Heureusement, il ne s’y trouvait pas mardi. Un brasier à l’extérieur de la ville a provoqué une panne de courant, une « bénédiction déguisée », dit l’homme de 42 ans, puisque tout le personnel est resté à la maison – lui-même habite à quelques kilomètres de la galerie.

S’il avait été en poste, il aurait peut-être dû, lui aussi, courir vers l’océan pour échapper aux flammes, comme d’autres personnes prises au piège par la progression rapide de l’incendie. Il s’est rendu sur place par la suite pour constater les dégâts, incapable de croire que sa galerie n’existait plus, pénétrant dans la zone sinistrée à pied.

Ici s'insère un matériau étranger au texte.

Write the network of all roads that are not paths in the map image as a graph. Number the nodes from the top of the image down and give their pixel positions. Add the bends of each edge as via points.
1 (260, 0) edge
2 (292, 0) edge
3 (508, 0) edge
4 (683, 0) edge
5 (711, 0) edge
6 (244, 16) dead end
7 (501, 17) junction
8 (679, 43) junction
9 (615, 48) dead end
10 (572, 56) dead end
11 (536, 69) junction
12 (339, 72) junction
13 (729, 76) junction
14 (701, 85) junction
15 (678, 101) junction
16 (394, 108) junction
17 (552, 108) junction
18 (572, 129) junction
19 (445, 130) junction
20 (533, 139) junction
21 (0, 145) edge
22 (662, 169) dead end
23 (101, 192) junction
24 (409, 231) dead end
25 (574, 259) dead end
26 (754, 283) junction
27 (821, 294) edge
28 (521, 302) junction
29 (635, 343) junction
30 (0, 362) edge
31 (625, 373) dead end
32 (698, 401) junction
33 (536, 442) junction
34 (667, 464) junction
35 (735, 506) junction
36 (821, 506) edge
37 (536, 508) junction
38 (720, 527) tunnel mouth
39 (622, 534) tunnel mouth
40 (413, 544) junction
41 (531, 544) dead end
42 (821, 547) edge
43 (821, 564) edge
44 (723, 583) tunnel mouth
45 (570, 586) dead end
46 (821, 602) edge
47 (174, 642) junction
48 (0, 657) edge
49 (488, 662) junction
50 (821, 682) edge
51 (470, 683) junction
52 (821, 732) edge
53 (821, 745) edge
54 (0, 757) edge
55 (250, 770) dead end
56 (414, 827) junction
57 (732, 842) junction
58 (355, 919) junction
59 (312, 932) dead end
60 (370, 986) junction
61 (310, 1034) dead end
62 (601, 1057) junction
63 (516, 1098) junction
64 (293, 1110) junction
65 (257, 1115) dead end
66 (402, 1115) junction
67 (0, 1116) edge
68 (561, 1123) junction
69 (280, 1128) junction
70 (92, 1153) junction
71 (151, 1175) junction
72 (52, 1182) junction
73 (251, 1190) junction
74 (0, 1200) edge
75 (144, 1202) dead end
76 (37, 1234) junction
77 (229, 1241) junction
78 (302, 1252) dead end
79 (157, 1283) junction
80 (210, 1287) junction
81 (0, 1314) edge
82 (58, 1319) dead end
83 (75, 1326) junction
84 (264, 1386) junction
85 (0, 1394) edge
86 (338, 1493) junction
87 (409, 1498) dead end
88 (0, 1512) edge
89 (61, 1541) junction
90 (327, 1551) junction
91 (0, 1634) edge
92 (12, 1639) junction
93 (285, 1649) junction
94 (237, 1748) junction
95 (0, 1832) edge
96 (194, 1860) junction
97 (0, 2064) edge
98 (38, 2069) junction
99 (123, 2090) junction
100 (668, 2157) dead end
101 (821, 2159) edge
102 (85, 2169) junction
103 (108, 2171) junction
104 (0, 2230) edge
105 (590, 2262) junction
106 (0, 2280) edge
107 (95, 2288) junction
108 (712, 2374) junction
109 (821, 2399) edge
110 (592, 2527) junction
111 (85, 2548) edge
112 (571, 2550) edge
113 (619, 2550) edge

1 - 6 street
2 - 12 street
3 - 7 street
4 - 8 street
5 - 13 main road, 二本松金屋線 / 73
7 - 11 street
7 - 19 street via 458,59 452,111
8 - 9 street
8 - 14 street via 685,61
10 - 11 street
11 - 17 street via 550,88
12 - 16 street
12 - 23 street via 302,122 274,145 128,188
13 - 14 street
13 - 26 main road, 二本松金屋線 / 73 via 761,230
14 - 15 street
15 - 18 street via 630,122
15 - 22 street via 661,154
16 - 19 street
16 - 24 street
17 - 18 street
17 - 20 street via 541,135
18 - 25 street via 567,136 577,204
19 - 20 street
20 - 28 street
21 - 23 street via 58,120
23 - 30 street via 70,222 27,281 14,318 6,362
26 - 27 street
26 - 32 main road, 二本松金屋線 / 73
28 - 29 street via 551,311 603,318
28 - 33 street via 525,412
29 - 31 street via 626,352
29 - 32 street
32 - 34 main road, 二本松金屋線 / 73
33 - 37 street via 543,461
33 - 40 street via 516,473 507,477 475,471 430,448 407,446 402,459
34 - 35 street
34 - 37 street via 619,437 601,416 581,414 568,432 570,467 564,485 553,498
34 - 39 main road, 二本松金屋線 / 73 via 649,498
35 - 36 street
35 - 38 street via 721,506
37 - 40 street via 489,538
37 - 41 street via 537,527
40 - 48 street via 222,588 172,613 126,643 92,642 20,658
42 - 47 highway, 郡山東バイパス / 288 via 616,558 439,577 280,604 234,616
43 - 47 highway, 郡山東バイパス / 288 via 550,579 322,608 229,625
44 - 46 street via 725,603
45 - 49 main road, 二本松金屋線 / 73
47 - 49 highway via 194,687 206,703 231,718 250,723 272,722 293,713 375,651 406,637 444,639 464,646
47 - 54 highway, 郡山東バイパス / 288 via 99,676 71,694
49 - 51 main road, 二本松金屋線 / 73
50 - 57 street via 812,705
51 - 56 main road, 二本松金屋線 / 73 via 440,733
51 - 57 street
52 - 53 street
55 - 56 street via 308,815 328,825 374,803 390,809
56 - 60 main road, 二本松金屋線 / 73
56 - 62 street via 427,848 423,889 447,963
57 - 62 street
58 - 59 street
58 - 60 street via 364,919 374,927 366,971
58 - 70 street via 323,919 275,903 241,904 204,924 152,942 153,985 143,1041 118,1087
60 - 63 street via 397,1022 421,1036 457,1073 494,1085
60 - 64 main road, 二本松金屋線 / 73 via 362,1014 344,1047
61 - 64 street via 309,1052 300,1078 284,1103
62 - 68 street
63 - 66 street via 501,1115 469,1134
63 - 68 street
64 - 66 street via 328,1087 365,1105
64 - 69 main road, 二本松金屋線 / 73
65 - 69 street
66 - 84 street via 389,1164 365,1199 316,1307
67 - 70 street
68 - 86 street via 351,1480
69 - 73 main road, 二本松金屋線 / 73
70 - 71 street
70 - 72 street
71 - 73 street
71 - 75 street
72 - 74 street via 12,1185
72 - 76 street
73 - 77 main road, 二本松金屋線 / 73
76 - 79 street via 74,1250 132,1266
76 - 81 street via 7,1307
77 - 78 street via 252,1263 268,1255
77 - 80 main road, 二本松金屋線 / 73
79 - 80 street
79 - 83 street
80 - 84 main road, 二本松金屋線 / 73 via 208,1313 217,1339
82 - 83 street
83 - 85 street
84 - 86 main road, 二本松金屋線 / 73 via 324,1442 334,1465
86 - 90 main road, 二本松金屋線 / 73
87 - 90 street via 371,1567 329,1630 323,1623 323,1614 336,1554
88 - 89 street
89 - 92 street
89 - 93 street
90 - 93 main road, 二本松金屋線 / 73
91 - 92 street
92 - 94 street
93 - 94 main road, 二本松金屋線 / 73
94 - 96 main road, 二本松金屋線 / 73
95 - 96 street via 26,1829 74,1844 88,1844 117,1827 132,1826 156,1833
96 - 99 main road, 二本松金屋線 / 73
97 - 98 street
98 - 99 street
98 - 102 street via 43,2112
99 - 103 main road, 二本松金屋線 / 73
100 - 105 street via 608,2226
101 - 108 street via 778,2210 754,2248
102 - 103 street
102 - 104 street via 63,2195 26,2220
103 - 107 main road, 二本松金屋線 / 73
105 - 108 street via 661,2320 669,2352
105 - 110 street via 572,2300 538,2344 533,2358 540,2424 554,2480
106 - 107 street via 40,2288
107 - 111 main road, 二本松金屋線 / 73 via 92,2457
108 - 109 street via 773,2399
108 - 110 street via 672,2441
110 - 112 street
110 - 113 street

« Nous cherchons nos amis »

Les recherches se sont poursuivies, vendredi, pour retrouver les personnes toujours portées disparues après les incendies ravageurs.

PHOTO GARDE NATIONALE DES ÉTATS-UNIS, FOURNIE PAR REUTERS

Des membres de la Garde nationale des États-Unis aident les responsables du comté de Maui et de l’État dans leurs efforts de recherche, à Lahaina.

Pendant que les pompiers s’affairaient encore à contenir le brasier à Lahaina, Pulehu/Kihei et Upcountry Maui, familles et amis de disparus tentaient de retrouver leurs proches. Environ 1000 personnes manqueraient à l’appel.

« Je suis désespérée de retrouver mon cousin » ; « Nous cherchons nos amis » ; « Quelqu’un a vu cette personne ? » : sur les réseaux sociaux, de nombreux messages témoignaient des heures d’attente pénibles sans nouvelles d’un être cher. Les pannes de courant et la destruction d’antennes de télécommunication contribuaient à rendre difficiles les communications dans une partie de l’île.

PHOTO RICK BOWMER, ASSOCIATED PRESS

Les voitures incendiées pullulent à Lahaina, dans l’île de Maui

« Je viens d’apprendre qu’un ami est sain est sauf, confie M. Armour. Moi-même, j’ai été sur la liste des disparus pendant deux jours. » Ses textos rassurants ne quittaient pas son téléphone, faute de réseau.

Un bilan qui pourrait encore s’alourdir

Le maire du comté de Maui, Richard Bissen Jr., a précisé dans une entrevue à NBC News que le décompte officiel ne tenait compte que des corps retrouvés à l’extérieur des bâtiments et pourrait donc s’alourdir au cours des prochains jours.

Les images du centre historique de Lahaina montrent l’étendue des dégâts matériels, avec les maisons détruites, les arbres calcinés, les décombres partout sur le sol, les carcasses de voitures noircies.

Le gouverneur d’Hawaii, Josh Green, a publié une vidéo sur X (anciennement Twitter), avec, en arrière-plan, le paysage dévasté de Lahaina. « Nous avons probablement plus de 1000 immeubles détruits, et plusieurs centaines de familles ont été déplacées », a-t-il dit, ajoutant que la reconstruction serait longue.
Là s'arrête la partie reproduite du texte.